Give a number $N$ , ask how many methods can be written as the sum of consecutive positive integers.

Assume $N=\frac{[a+(a+(k-1)b)]k}{2}$,Solutions have to $a=\frac{N}{k}-\frac{k-1}{2}$among them $a$ first item, $k$ is the number of items. So we just need to $k=1$ Start enumeration $k$ enough.
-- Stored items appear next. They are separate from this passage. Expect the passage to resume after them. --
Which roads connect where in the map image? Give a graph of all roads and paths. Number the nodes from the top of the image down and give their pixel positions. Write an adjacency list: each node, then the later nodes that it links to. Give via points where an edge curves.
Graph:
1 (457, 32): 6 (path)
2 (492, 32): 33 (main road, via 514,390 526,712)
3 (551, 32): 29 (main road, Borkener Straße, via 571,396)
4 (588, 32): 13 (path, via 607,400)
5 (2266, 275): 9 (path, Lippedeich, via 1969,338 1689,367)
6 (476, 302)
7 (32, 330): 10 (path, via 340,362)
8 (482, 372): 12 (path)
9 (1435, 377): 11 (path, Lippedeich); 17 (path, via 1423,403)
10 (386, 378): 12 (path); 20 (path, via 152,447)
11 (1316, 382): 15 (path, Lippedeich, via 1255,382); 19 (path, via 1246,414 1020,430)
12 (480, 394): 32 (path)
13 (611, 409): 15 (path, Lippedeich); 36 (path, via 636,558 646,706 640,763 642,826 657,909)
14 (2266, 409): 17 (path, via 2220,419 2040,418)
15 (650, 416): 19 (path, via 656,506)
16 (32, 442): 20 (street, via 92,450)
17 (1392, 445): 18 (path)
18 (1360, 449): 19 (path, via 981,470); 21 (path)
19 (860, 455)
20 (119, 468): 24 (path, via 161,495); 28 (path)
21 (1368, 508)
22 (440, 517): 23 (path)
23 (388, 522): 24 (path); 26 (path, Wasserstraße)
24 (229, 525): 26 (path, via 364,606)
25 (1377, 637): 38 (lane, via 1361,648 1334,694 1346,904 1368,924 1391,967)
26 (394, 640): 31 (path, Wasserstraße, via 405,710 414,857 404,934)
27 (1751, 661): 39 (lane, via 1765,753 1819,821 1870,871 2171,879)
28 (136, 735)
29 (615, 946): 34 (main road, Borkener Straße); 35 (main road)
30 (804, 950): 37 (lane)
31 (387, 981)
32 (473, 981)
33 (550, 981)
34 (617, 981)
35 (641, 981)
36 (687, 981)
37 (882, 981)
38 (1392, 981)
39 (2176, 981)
Obviously $k$ greater the$k$ , the better $a$ smaller a is, when the solution is less than $1$ of $a$ , the loop is terminated. code show as below:

public class Solution {
    /**
     * @param N: an integer
     * @return: how many ways can we write it as a sum of consecutive positive integers
     */
    public int consecutiveNumbersSum(int N) {
        // Write your code here
        int res = 0, count = 1;
        double a = 1, num = (double) N;
        // 如果解出的首项小于1了，那就枚举结束
        while (a >= 1) {
        	// 解出首项
            a = num / count - (count - 1) / 2.0;
            // 如果首项是个正整数则计答案 + 1
            if (isInteger(a) && a >= 1) {
                res++;
            }
            // 枚举项数 + 1
            count++;
        }
        
        return res;
    }
    
    private boolean isInteger(double a) {
        return Math.abs(a - (int) a) <= 1E-10;
    }
}

time complexity $O (\ sqrt {N})$ , Just notice the inequality $\frac{N}{k}-\frac{k-1}{2}\ge 1$ , launch $k ^ 2 + k \ and 2N$ , and then a conclusion is drawn.